### Problem to solve
Below are some entries. Copy each line that holds the string "graph".
(The data begins)
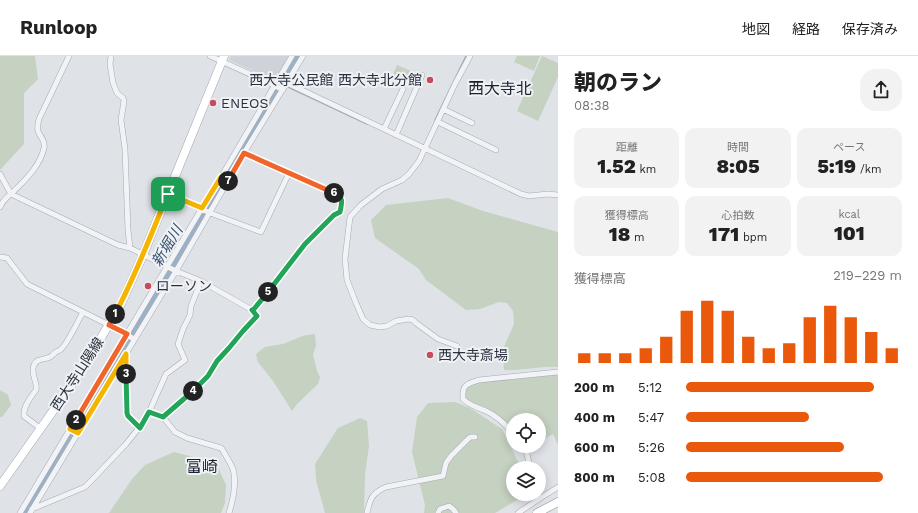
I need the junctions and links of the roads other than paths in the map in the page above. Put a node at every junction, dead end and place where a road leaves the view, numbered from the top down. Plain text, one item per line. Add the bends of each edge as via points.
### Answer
1 (69, 56) edge
2 (110, 56) edge
3 (210, 56) edge
4 (303, 56) edge
5 (470, 56) edge
6 (292, 57) edge
7 (223, 59) edge
8 (299, 61) junction
9 (422, 75) dead end
10 (286, 83) junction
11 (279, 87) junction
12 (403, 89) dead end
13 (443, 109) junction
14 (438, 122) junction
15 (472, 123) dead end
16 (384, 129) junction
17 (396, 135) junction
18 (425, 149) junction
19 (496, 150) dead end
20 (244, 153) junction
21 (289, 173) junction
22 (0, 174) edge
23 (225, 179) junction
24 (11, 194) junction
25 (168, 194) junction
26 (558, 195) edge
27 (2, 200) edge
28 (0, 207) edge
29 (202, 209) junction
30 (209, 212) junction
31 (340, 212) junction
32 (350, 217) junction
33 (130, 248) junction
34 (143, 255) junction
35 (0, 256) edge
36 (168, 267) junction
37 (175, 271) junction
38 (201, 281) junction
39 (252, 310) junction
40 (83, 312) junction
41 (109, 325) junction
42 (127, 335) junction
43 (134, 339) junction
44 (458, 346) dead end
45 (126, 354) junction
46 (558, 372) edge
47 (149, 412) junction
48 (163, 417) junction
49 (506, 425) edge
50 (140, 428) junction
51 (41, 429) junction
52 (74, 431) junction
53 (475, 437) dead end
54 (0, 486) edge
55 (558, 487) edge
56 (546, 492) edge
57 (33, 500) junction
58 (533, 501) edge
59 (558, 502) edge
60 (31, 511) edge
61 (20, 513) edge
62 (229, 513) edge
63 (367, 513) edge
64 (438, 513) edge
65 (456, 513) edge
66 (518, 513) edge
67 (537, 513) edge

1 - 24 street via 37,126 45,144 42,154 32,173
2 - 33 street via 112,83 124,102 121,120
3 - 7 street
4 - 8 street
5 - 13 street
6 - 8 street
6 - 11 street
7 - 11 street
7 - 25 main road, 西大寺山陽線
8 - 10 street
9 - 17 street
10 - 11 street
10 - 16 street
11 - 20 street
11 - 23 street
12 - 16 street
13 - 14 street
13 - 15 street
14 - 18 street
14 - 19 street
16 - 17 street
17 - 18 street
18 - 26 street via 520,194
18 - 32 street via 409,174 382,189
20 - 21 street
20 - 23 street
21 - 30 street via 261,232
21 - 31 street via 339,195 342,199
22 - 24 street
23 - 29 street
23 - 30 street
24 - 27 street
24 - 33 street via 118,245
25 - 29 street
25 - 34 main road, 西大寺山陽線
27 - 28 street
29 - 30 street
29 - 36 street
30 - 37 street
31 - 32 street
31 - 39 street via 305,244
32 - 44 street via 345,259 347,280 363,318 370,325 380,328 396,321 413,320 438,339
33 - 34 street
34 - 36 street
34 - 41 main road, 西大寺山陽線
35 - 40 street via 7,258 27,284
36 - 37 street
36 - 42 street
37 - 38 street
37 - 43 street
38 - 39 street
38 - 47 street via 178,344 185,360 166,374
39 - 48 street via 257,316 217,361 208,376
40 - 41 street
40 - 51 street via 62,349 34,365 36,390 23,413
41 - 42 street
41 - 51 main road, 西大寺山陽線 via 82,370
42 - 43 street
42 - 52 street
43 - 45 street
45 - 50 street via 127,413
45 - 52 street
46 - 49 street via 467,383 462,390 463,399
47 - 48 street
47 - 50 street
48 - 62 street via 175,432 222,449 235,478
50 - 60 street via 85,487
51 - 54 main road, 西大寺山陽線
52 - 57 street
52 - 57 street
53 - 63 street via 470,437 451,456 446,463 443,476 386,486 369,502
55 - 56 street
57 - 60 street
57 - 61 street
58 - 66 street
59 - 67 main road
64 - 65 street via 440,509 449,506

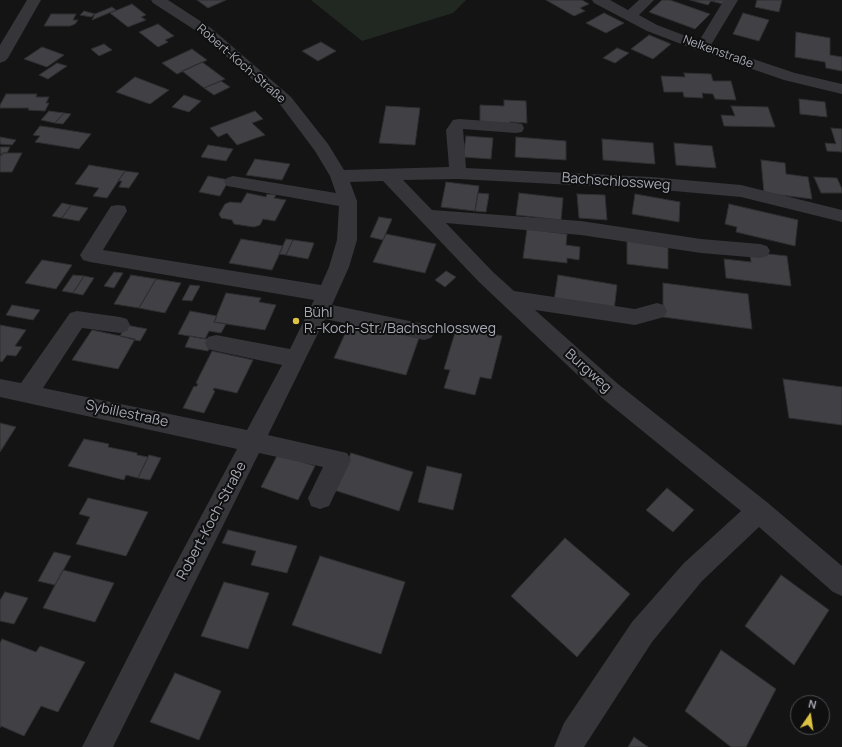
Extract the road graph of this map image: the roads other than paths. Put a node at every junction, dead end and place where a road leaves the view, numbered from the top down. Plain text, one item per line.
1 (158, 0) edge
2 (599, 0) edge
3 (647, 0) edge
4 (731, 0) edge
5 (29, 1) edge
6 (630, 16) junction
7 (702, 46) junction
8 (0, 58) edge
9 (842, 89) edge
10 (516, 128) dead end
11 (458, 173) junction
12 (387, 174) junction
13 (339, 176) junction
14 (233, 182) dead end
15 (348, 201) junction
16 (118, 211) dead end
17 (428, 216) junction
18 (842, 216) edge
19 (760, 251) dead end
20 (509, 298) junction
21 (323, 302) junction
22 (657, 311) dead end
23 (120, 325) dead end
24 (424, 332) dead end
25 (216, 343) dead end
26 (296, 359) junction
27 (0, 388) edge
28 (27, 393) junction
29 (254, 441) junction
30 (320, 498) dead end
31 (759, 511) junction
32 (842, 583) edge
33 (97, 747) edge
34 (569, 747) edge

1 - 13 street, Robert-Koch-Straße
2 - 6 street, Nelkenstraße
3 - 6 street
4 - 7 street
5 - 8 street
6 - 7 street, Nelkenstraße
7 - 9 street, Nelkenstraße
10 - 11 street
11 - 12 street, Bachschlossweg
11 - 18 street, Bachschlossweg
12 - 13 street
12 - 17 street, Burgweg
13 - 15 street, Robert-Koch-Straße
14 - 15 street
15 - 21 street, Robert-Koch-Straße
16 - 21 street
17 - 19 street
17 - 20 street, Burgweg
20 - 22 street
20 - 31 street, Burgweg
21 - 24 street
21 - 26 street, Robert-Koch-Straße
23 - 28 street
25 - 26 street
26 - 29 street, Robert-Koch-Straße
27 - 28 street, Sybillestraße
28 - 29 street, Sybillestraße
29 - 30 street, Sybillestraße
29 - 33 street, Robert-Koch-Straße
31 - 32 street, Burgweg
31 - 34 street

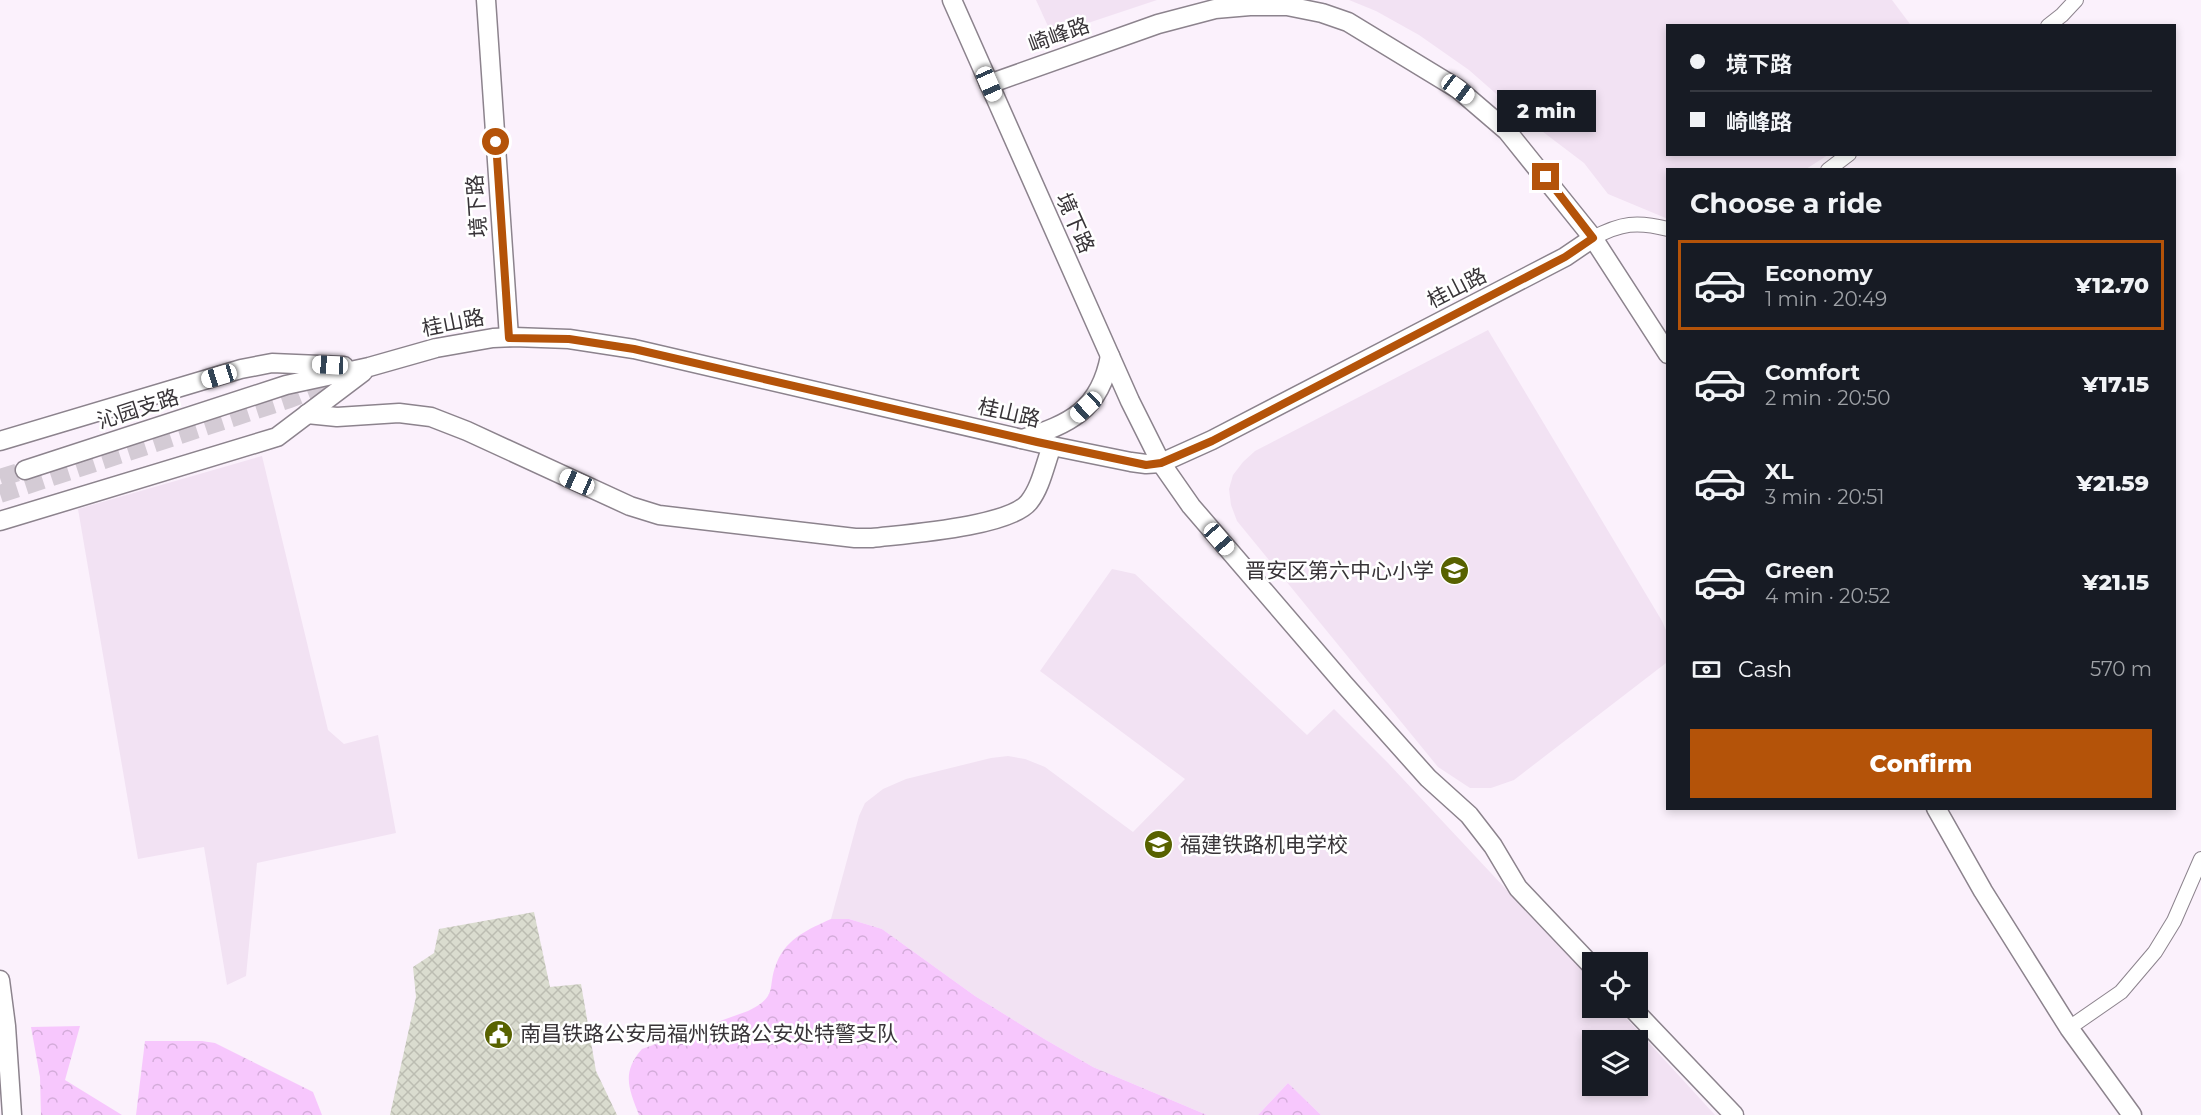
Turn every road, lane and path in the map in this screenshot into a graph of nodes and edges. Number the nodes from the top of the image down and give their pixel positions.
1 (486, 0) edge
2 (952, 0) edge
3 (2076, 0) edge
4 (2051, 24) edge
5 (989, 84) junction
6 (1846, 156) edge
7 (1831, 168) edge
8 (1666, 229) edge
9 (1593, 238) junction
10 (509, 338) junction
11 (1666, 351) edge
12 (1110, 356) junction
13 (369, 367) junction
14 (307, 414) junction
15 (1021, 439) junction
16 (0, 441) edge
17 (1052, 446) junction
18 (1161, 463) junction
19 (25, 470) tunnel mouth
20 (0, 521) edge
21 (1937, 810) edge
22 (2201, 859) edge
23 (1582, 955) edge
24 (0, 980) edge
25 (1642, 1018) edge
26 (2069, 1028) junction
27 (12, 1115) edge
28 (1734, 1115) edge
29 (2132, 1115) edge

1 - 10 street, 境下路
2 - 5 street, 境下路
3 - 4 street
5 - 9 street, 崎峰路
5 - 12 street, 境下路
6 - 7 street
8 - 9 street
9 - 11 street, 崎峰路
9 - 18 street, 桂山路
10 - 13 street, 桂山路
10 - 15 street, 桂山路
12 - 15 street
12 - 18 street, 境下路
13 - 14 street
13 - 16 street
13 - 19 street, 沁园支路
14 - 17 street
14 - 20 street
15 - 17 street, 桂山路
17 - 18 street, 桂山路
18 - 23 street, 境下路
21 - 26 street
22 - 26 street
24 - 27 street
25 - 28 street
26 - 29 street

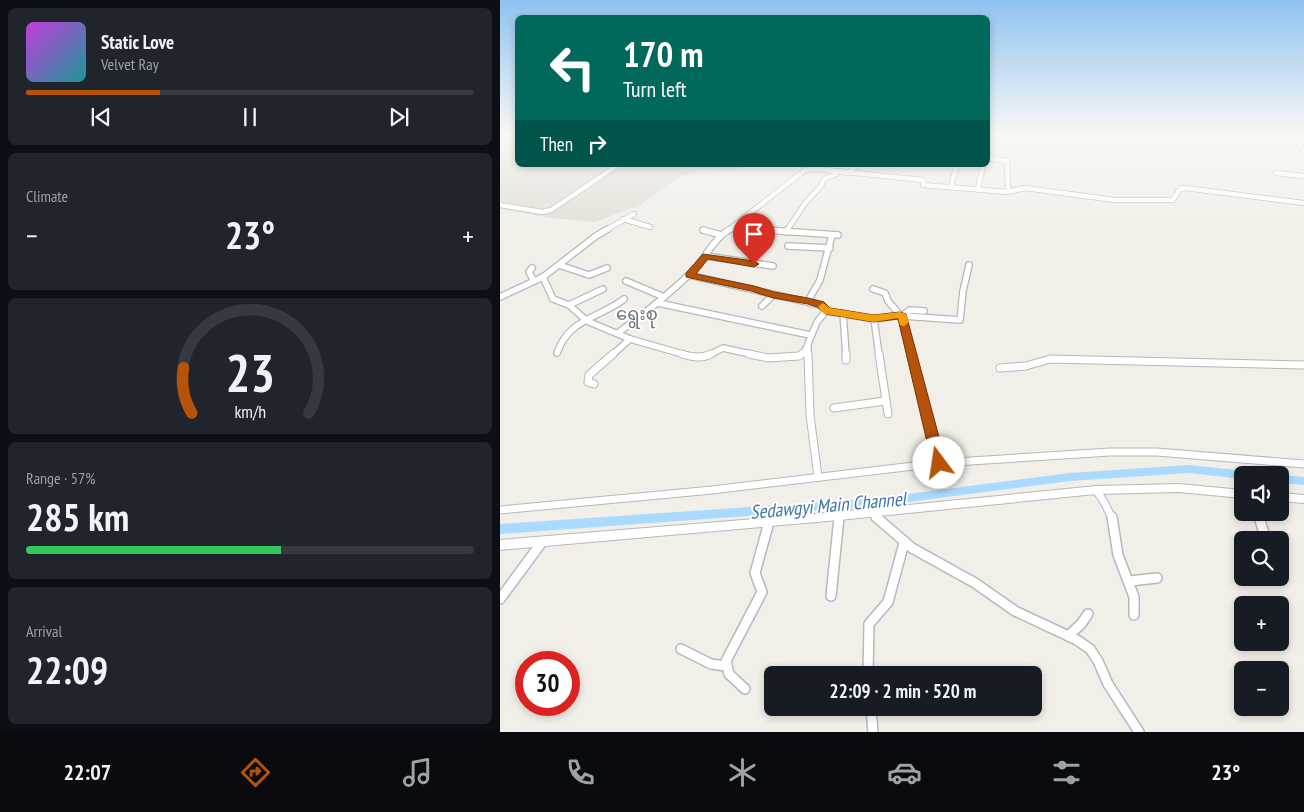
(The data ends)
### Result
Extract the road graph of this map image: the roads other than paths. Put a node at every junction, dead end and place where a road leaves the view, numbered from the top down. Plain text, one item per line.
Turn every road, lane and path in the map in this screenshot into a graph of nodes and edges. Number the nodes from the top of the image down and give their pixel positions.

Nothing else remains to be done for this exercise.